The IRS wants to issue these rules because it is aware that certain taxpayers purport to be able to contribute, consistently with Secs. 704(b) (which requires partnership allocations to have substantial economic effect), 704(c) (which provides rules for allocation of gain or loss for property contributed to a partnership), and 482 (which permits the IRS to allocate amounts reported by related taxpayers), property to a partnership that allocates the income or gain from the contributed property to related foreign partners that are not subject to U.S. tax. Many of these taxpayers choose a Sec. 704(c) method other than the remedial allocation method, or use valuation techniques that are inconsistent with the Sec. 482 arm’s-length standard.
In the notice, the IRS explained that no regulation currently requires a U.S. person that transfers appreciated property to a foreign partnership to recognize gain, as is the case with transfers to foreign corporations. So the notice contains rules that will be issued as regulations. Under the new rules, Sec. 721(a), which provides nonrecognition treatment for transfers to a partnership will not apply unless the partnership adopts the gain deferral method. That method requires the partnership to adopt the Regs. Sec. 1.704-3(d) remedial allocation method for any built-in gain for all Sec. 721(c) property contributed to the partnership by a U.S. transferor and all related U.S. transferors.
The rules also require, during any tax year in which there is remaining built-in gain for this property, the partnership to allocate all Sec. 704(b) items of income, gain, loss, and deduction for that property in the same proportion. In addition, the partnership must satisfy the reporting requirements in the notice. The U.S. transferor must recognize built-in gain on the property if an acceleration event, as described in the notice, occurs. The gain deferral method must be adopted for all Sec. 721(c) property later contributed to the partnership by the U.S. transferor and all related persons until the earlier of the dates described in the notice.
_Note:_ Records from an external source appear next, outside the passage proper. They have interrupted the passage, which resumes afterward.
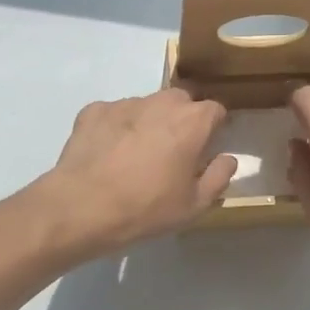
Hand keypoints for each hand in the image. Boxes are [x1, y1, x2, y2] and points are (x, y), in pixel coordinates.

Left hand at [37, 89, 237, 255]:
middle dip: (183, 119)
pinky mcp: (94, 110)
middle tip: (174, 152)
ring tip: (136, 156)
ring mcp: (124, 103)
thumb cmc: (146, 208)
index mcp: (192, 121)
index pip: (216, 110)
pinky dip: (116, 128)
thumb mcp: (194, 205)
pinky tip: (108, 154)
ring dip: (149, 123)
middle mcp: (161, 102)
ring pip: (147, 106)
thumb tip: (227, 158)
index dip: (215, 128)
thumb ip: (218, 177)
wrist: (82, 207)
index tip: (207, 148)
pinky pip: (114, 114)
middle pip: (181, 101)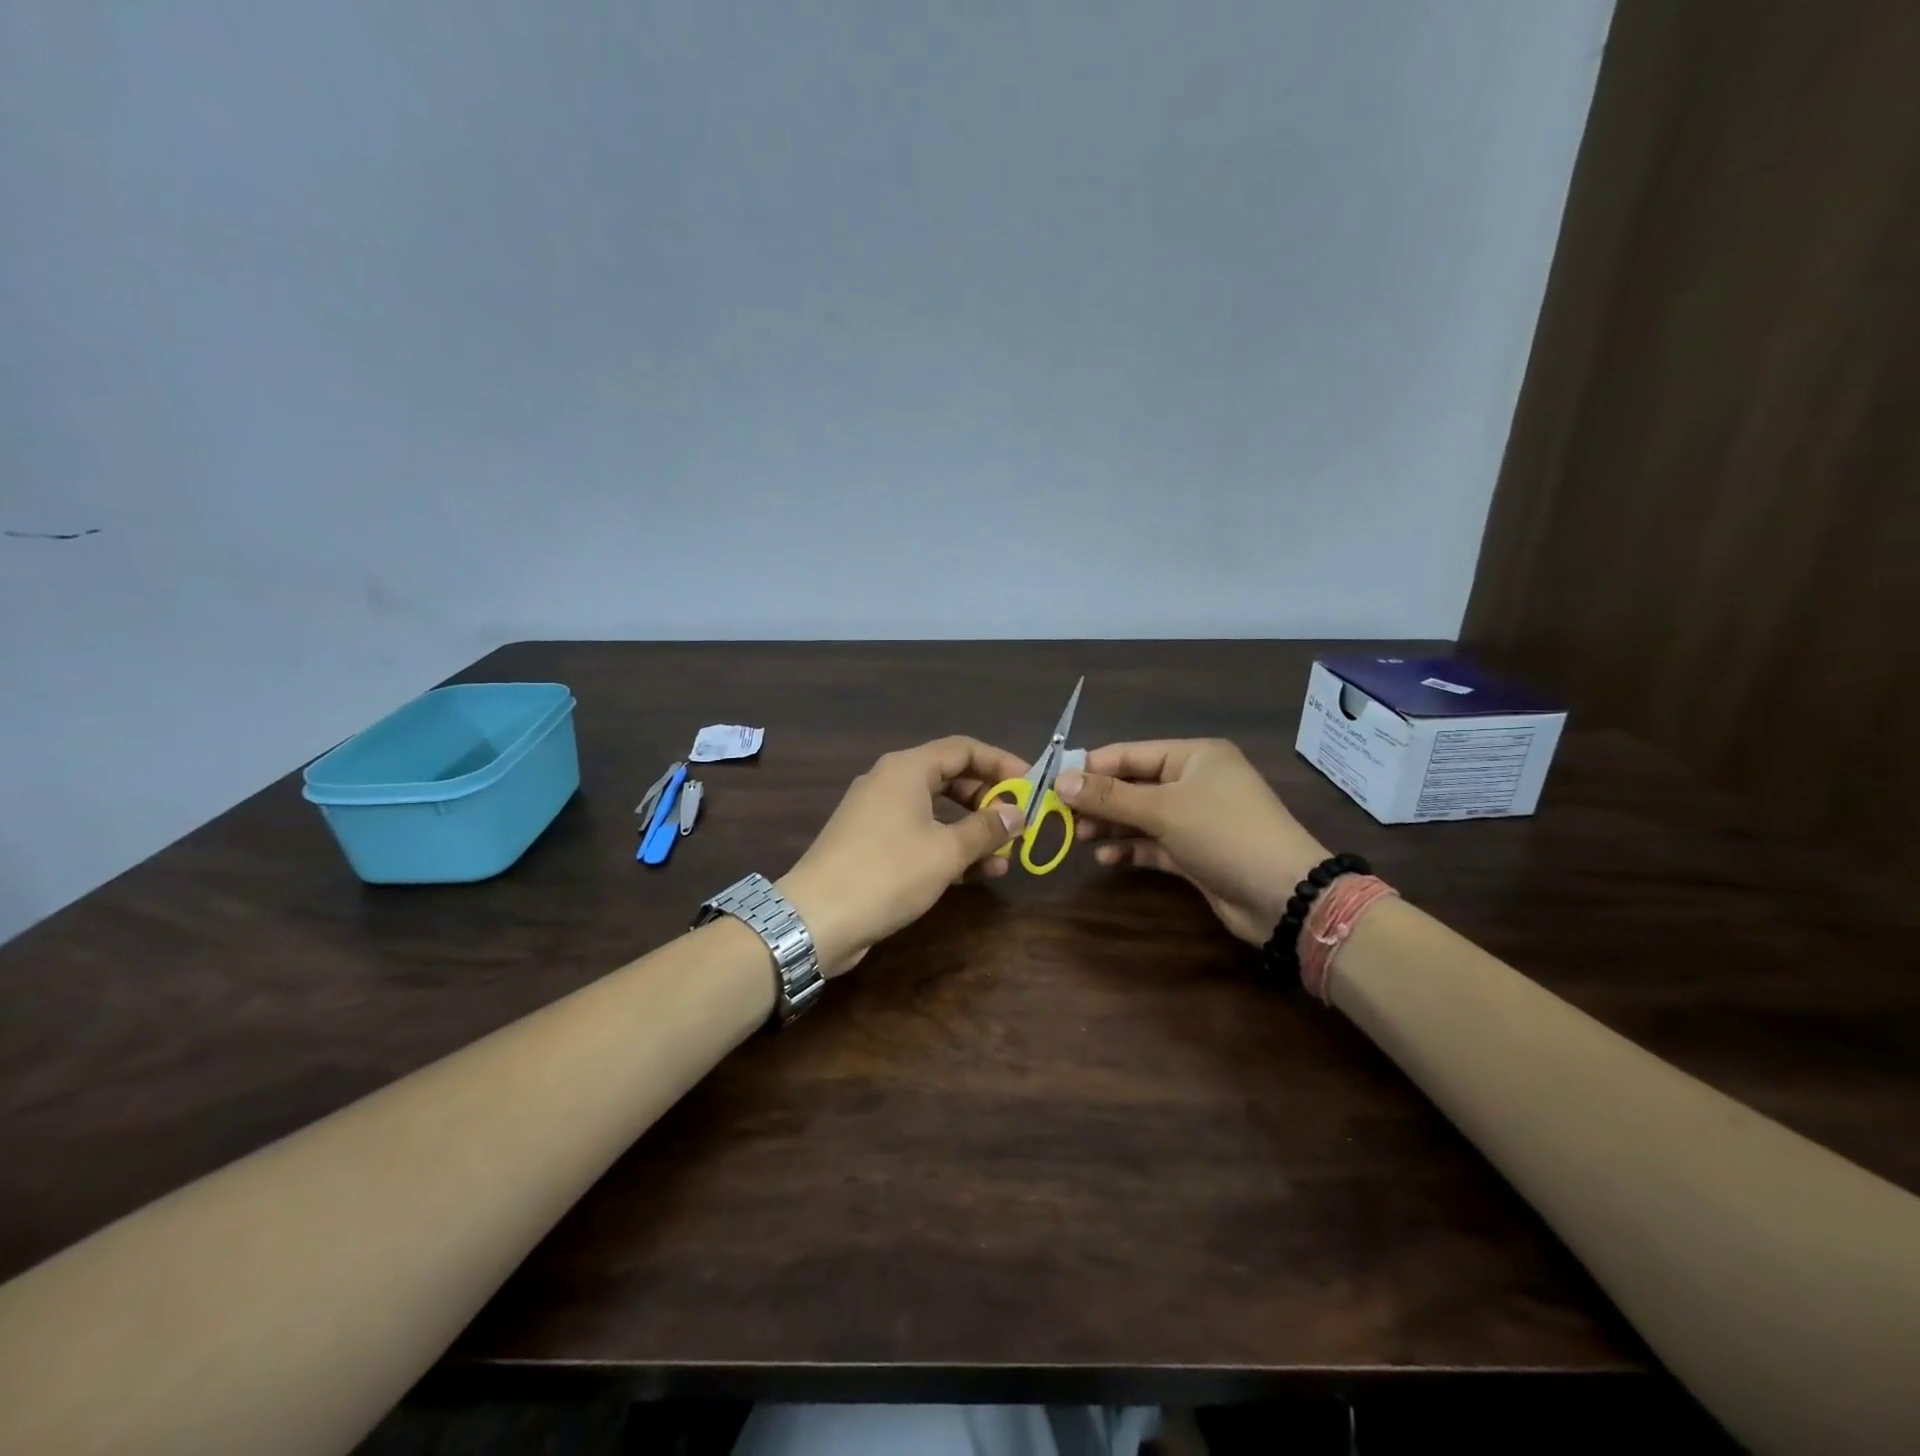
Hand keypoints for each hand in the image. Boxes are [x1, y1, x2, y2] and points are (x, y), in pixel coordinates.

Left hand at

In addition, the IRS is addressing a practice that certain taxpayers may be using to value property contributed to partnerships, or the property or services involved in related controlled transactions, contrary to Sec. 482, resulting in partnership interests or consideration received in related controlled transactions being incorrectly valued. This reduces the amount of income or gain allocated to U.S. partners. For example, a partnership agreement might provide a domestic partner with a fixed preferred interest in exchange for the contribution of an intangible that is assigned a value that is inappropriately low, while specially allocating a greater share of the income from the intangible to a related foreign partner.
Because the IRS faces administrative challenges when it must make adjustments years after a transaction occurred and taxpayers have better access to this information, the IRS intends to amend the Sec. 482 rules so they apply to controlled transactions involving partnerships.
The rules in the notice, except for the reporting requirements and the Sec. 482 rules, will apply to transfers occurring on or after Aug. 6, 2015, and to certain transfers before then resulting from entity-classification elections. The reporting requirements and Sec. 482 regulations will apply to transfers and transactions occurring after those regulations are published.